Directions: Write down exactly the line where "I need the junctions" occurs and every line that follows it through the end of the material below; include nothing else.
=== Exercise data ===
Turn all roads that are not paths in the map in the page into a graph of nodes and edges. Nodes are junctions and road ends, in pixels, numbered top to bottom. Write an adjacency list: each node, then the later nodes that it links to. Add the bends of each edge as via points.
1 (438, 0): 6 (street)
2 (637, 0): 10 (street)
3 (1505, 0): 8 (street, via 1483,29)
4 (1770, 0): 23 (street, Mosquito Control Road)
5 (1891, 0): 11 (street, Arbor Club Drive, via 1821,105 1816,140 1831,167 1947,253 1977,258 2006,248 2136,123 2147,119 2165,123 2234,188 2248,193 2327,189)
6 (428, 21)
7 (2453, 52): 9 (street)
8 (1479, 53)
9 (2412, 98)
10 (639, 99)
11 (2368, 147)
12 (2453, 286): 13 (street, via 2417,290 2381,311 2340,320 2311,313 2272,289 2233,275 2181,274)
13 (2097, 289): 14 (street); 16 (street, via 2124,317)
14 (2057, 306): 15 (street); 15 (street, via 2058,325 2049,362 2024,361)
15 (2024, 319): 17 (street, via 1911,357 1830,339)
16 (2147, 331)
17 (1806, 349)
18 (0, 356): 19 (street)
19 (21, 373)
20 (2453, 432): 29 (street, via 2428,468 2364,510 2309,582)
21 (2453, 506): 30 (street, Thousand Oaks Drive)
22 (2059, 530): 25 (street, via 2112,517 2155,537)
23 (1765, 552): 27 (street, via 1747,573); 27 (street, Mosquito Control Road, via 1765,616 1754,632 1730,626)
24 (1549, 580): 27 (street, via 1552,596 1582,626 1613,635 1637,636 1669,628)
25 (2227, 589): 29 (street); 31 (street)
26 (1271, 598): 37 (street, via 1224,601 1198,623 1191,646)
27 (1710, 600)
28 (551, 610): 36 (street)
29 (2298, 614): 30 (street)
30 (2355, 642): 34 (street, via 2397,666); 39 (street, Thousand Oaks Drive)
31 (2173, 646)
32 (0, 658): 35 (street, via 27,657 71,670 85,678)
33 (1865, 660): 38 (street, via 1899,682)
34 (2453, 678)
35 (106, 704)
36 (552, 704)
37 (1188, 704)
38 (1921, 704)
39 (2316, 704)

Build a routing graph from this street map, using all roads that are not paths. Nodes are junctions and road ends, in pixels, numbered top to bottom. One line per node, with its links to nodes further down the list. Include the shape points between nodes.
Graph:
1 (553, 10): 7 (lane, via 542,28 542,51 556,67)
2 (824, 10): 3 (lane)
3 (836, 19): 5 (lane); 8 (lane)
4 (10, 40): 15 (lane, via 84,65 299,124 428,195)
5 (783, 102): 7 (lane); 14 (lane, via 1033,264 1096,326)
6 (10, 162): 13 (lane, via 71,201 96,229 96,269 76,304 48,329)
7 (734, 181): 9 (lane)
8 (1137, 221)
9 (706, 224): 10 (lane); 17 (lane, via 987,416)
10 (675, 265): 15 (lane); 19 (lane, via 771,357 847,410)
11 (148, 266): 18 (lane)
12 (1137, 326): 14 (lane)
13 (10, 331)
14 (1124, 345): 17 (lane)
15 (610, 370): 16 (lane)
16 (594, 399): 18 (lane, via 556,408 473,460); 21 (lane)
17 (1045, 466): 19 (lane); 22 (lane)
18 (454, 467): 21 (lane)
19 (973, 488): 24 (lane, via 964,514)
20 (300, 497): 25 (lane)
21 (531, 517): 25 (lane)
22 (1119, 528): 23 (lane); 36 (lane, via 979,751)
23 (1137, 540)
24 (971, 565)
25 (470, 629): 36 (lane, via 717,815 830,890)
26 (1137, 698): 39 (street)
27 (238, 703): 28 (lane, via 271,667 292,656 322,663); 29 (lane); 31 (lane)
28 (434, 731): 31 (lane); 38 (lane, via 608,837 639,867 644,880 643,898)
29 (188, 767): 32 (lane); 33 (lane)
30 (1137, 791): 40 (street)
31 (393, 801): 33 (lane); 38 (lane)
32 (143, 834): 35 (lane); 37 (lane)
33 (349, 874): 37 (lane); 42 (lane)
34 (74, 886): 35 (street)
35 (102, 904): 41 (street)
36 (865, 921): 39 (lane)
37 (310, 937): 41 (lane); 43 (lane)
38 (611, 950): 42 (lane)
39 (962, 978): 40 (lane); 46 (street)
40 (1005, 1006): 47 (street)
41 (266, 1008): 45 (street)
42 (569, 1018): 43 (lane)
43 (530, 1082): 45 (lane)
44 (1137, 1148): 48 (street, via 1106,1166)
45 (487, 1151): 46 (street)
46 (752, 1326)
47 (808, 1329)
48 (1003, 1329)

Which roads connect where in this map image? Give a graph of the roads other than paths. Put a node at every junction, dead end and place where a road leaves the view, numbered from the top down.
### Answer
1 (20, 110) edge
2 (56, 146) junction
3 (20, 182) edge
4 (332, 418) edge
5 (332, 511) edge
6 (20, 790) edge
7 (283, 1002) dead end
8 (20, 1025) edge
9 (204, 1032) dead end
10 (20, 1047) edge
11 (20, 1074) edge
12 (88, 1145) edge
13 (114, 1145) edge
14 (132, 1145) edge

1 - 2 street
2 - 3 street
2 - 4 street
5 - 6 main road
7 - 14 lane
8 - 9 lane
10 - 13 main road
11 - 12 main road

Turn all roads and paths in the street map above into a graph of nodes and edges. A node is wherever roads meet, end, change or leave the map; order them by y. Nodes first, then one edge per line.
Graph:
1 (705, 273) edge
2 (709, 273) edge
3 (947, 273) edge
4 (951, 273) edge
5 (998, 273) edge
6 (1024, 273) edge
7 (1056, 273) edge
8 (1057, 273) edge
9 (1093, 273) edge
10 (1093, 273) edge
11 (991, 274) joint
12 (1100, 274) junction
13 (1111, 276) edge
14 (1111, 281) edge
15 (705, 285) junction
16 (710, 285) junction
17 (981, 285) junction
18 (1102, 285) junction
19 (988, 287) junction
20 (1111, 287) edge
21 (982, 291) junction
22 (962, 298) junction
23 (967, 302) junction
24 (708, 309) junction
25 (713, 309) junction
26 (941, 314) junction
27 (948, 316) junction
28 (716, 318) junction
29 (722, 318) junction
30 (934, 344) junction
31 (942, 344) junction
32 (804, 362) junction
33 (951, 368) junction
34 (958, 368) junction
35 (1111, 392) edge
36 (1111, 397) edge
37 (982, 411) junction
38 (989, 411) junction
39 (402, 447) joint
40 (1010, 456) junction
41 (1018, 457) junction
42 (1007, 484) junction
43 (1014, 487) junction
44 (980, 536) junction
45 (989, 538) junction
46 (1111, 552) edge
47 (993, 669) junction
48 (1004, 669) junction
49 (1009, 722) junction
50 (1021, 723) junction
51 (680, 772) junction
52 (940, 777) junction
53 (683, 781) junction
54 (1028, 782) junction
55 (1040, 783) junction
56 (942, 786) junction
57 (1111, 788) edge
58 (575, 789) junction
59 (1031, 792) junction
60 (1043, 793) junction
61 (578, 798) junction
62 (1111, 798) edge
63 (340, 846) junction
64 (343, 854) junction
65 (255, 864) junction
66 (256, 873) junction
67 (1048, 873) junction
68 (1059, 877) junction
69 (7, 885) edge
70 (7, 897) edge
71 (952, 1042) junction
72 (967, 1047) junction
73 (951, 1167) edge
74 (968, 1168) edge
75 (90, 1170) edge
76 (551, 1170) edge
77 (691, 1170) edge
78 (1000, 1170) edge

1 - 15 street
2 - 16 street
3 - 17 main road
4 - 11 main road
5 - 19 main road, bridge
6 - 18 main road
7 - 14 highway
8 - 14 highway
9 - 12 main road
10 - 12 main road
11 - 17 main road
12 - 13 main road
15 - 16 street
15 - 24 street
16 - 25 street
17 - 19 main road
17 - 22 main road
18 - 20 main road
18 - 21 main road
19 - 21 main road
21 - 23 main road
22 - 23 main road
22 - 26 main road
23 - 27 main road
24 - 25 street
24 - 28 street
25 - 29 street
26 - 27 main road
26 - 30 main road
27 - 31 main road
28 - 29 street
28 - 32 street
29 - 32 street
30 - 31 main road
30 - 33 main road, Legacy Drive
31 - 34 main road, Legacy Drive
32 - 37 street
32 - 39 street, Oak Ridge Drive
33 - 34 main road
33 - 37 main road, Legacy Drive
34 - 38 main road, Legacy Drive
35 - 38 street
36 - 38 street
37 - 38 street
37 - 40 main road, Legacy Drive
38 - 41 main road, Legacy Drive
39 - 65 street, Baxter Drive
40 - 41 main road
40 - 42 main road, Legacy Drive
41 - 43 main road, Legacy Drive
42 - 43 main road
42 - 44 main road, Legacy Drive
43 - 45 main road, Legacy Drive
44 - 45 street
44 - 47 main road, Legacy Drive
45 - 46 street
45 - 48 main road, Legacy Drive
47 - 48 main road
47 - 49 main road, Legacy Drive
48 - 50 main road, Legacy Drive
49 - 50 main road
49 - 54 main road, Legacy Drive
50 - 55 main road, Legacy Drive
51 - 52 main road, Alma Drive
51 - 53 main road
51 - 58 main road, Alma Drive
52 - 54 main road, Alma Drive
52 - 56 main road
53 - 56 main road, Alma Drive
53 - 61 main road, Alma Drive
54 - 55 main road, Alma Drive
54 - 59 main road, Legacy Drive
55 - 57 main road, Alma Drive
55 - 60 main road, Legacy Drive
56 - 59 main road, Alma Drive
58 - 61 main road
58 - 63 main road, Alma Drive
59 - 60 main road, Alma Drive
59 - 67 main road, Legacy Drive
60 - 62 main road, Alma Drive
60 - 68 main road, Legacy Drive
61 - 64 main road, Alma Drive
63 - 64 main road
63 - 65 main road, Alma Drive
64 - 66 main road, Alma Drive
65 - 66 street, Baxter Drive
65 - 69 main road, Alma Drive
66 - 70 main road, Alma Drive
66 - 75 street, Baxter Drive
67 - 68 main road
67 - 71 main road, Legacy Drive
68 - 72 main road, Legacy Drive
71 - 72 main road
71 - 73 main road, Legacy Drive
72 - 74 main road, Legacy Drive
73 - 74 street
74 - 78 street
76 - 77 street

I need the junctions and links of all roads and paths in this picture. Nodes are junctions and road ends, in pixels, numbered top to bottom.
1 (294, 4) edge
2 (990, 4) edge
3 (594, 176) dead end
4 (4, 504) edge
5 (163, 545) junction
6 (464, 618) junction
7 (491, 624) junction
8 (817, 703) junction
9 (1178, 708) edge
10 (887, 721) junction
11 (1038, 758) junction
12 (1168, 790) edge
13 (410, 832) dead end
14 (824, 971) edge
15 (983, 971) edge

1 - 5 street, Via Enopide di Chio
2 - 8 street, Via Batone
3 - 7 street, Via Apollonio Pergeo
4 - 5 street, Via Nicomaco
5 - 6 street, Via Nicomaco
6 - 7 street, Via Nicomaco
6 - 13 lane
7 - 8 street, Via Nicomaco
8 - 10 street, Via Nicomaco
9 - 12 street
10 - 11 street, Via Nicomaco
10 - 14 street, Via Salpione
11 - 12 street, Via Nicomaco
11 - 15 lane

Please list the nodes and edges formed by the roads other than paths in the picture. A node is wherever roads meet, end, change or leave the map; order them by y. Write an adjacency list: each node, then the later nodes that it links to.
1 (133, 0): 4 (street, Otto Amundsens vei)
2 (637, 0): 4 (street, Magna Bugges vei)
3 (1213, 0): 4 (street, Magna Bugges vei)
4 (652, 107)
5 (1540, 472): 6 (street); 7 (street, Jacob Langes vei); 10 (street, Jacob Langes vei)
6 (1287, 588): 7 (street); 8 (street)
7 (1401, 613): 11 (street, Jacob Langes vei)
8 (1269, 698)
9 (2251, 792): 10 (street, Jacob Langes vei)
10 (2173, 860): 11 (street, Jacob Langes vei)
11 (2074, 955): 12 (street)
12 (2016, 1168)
===
Answer section:
I need the junctions and links of all roads and paths in this picture. Nodes are junctions and road ends, in pixels, numbered top to bottom.
1 (294, 4) edge
2 (990, 4) edge
3 (594, 176) dead end
4 (4, 504) edge
5 (163, 545) junction
6 (464, 618) junction
7 (491, 624) junction
8 (817, 703) junction
9 (1178, 708) edge
10 (887, 721) junction
11 (1038, 758) junction
12 (1168, 790) edge
13 (410, 832) dead end
14 (824, 971) edge
15 (983, 971) edge

1 - 5 street, Via Enopide di Chio
2 - 8 street, Via Batone
3 - 7 street, Via Apollonio Pergeo
4 - 5 street, Via Nicomaco
5 - 6 street, Via Nicomaco
6 - 7 street, Via Nicomaco
6 - 13 lane
7 - 8 street, Via Nicomaco
8 - 10 street, Via Nicomaco
9 - 12 street
10 - 11 street, Via Nicomaco
10 - 14 street, Via Salpione
11 - 12 street, Via Nicomaco
11 - 15 lane

Please list the nodes and edges formed by the roads other than paths in the picture. A node is wherever roads meet, end, change or leave the map; order them by y. Write an adjacency list: each node, then the later nodes that it links to.
1 (133, 0): 4 (street, Otto Amundsens vei)
2 (637, 0): 4 (street, Magna Bugges vei)
3 (1213, 0): 4 (street, Magna Bugges vei)
4 (652, 107)
5 (1540, 472): 6 (street); 7 (street, Jacob Langes vei); 10 (street, Jacob Langes vei)
6 (1287, 588): 7 (street); 8 (street)
7 (1401, 613): 11 (street, Jacob Langes vei)
8 (1269, 698)
9 (2251, 792): 10 (street, Jacob Langes vei)
10 (2173, 860): 11 (street, Jacob Langes vei)
11 (2074, 955): 12 (street)
12 (2016, 1168)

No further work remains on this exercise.